TASK TO CARRY OUT =>
The answer must be one number: how many lines of the records contain "them".

━━━━━ RECORDED DATA

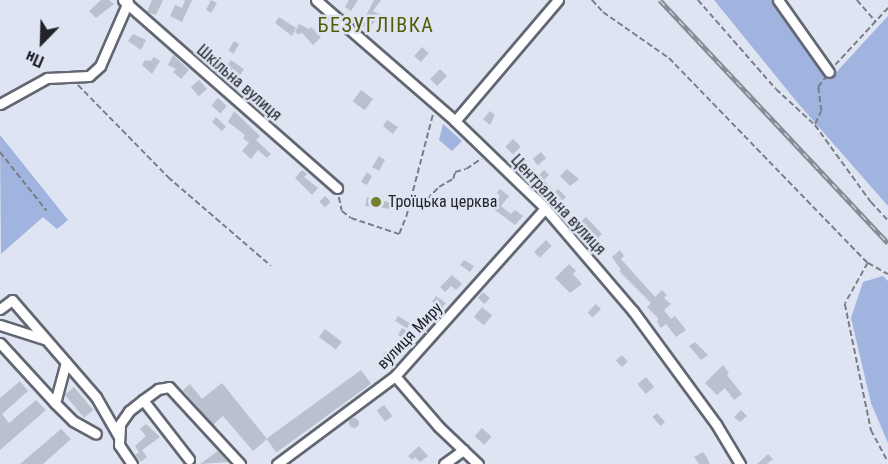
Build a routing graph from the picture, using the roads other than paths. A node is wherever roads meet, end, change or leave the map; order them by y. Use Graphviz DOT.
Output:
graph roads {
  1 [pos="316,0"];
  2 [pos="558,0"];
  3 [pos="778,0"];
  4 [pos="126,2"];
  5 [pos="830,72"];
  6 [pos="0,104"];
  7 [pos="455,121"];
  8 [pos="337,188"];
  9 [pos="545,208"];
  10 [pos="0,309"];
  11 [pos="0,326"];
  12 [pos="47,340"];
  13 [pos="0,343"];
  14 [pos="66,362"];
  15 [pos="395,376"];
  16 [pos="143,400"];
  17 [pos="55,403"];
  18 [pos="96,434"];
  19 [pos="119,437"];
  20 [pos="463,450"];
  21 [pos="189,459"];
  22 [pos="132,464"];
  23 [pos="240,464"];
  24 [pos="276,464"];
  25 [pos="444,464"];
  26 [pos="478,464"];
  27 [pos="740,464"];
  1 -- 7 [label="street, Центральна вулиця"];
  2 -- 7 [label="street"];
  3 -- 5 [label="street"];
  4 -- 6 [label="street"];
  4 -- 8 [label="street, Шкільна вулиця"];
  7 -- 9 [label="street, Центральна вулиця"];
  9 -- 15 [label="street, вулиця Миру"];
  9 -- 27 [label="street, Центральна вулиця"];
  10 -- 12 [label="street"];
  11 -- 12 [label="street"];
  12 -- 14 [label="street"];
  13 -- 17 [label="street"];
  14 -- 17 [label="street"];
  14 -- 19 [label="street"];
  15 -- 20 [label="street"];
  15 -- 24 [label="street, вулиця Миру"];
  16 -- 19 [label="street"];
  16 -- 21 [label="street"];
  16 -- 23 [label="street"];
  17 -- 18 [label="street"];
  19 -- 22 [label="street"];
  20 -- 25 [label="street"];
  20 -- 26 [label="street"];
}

━━━━━━━━━━
━━━━━ RECORDED DATA

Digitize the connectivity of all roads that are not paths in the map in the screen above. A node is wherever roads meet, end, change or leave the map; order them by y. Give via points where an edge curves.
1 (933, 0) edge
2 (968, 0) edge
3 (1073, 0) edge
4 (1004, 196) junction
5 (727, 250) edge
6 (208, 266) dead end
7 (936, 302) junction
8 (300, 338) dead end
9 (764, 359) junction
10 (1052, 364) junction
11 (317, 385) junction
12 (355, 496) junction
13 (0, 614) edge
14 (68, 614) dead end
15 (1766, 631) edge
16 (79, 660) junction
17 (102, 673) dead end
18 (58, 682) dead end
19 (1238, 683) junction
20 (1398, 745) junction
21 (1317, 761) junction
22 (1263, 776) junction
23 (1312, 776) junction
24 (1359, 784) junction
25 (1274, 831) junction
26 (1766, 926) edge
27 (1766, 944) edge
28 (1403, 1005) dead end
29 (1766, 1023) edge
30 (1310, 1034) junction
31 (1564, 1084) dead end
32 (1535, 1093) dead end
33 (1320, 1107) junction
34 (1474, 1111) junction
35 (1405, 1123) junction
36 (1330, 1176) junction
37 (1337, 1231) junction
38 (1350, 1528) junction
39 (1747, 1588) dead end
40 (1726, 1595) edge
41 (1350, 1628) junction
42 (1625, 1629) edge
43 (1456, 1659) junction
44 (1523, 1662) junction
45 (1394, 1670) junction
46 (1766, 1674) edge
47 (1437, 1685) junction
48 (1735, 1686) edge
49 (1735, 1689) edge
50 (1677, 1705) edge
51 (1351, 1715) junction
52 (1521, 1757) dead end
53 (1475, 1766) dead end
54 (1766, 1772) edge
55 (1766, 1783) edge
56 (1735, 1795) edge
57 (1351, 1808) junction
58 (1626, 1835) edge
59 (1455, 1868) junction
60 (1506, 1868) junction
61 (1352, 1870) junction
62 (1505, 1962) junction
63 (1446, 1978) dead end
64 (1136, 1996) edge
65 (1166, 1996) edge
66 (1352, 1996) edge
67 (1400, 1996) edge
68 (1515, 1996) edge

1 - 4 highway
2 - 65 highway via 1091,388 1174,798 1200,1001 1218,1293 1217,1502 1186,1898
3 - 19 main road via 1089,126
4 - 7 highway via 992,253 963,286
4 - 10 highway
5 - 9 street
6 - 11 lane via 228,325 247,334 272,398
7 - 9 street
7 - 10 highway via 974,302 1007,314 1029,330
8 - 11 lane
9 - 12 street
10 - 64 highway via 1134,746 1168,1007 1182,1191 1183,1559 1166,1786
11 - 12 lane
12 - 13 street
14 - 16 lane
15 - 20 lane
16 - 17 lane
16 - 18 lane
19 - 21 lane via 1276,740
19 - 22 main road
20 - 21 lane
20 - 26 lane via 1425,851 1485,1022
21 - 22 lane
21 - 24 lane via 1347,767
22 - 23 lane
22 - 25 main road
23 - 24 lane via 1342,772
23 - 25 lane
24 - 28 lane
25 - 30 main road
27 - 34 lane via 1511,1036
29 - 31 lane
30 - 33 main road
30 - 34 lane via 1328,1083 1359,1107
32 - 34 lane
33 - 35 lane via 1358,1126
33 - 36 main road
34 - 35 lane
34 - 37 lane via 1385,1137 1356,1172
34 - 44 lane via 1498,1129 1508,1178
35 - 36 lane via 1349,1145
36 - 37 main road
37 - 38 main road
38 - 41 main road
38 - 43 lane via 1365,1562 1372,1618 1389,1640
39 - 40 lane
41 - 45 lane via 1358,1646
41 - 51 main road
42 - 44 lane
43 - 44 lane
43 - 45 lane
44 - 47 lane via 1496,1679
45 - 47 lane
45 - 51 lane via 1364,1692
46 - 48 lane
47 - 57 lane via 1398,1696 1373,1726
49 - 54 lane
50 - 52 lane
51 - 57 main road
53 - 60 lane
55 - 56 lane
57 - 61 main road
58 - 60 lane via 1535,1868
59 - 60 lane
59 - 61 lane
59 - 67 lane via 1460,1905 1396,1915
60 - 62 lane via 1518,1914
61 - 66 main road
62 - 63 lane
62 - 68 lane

━━━━━━━━━━

OUTPUT OF THE EXERCISE =>
2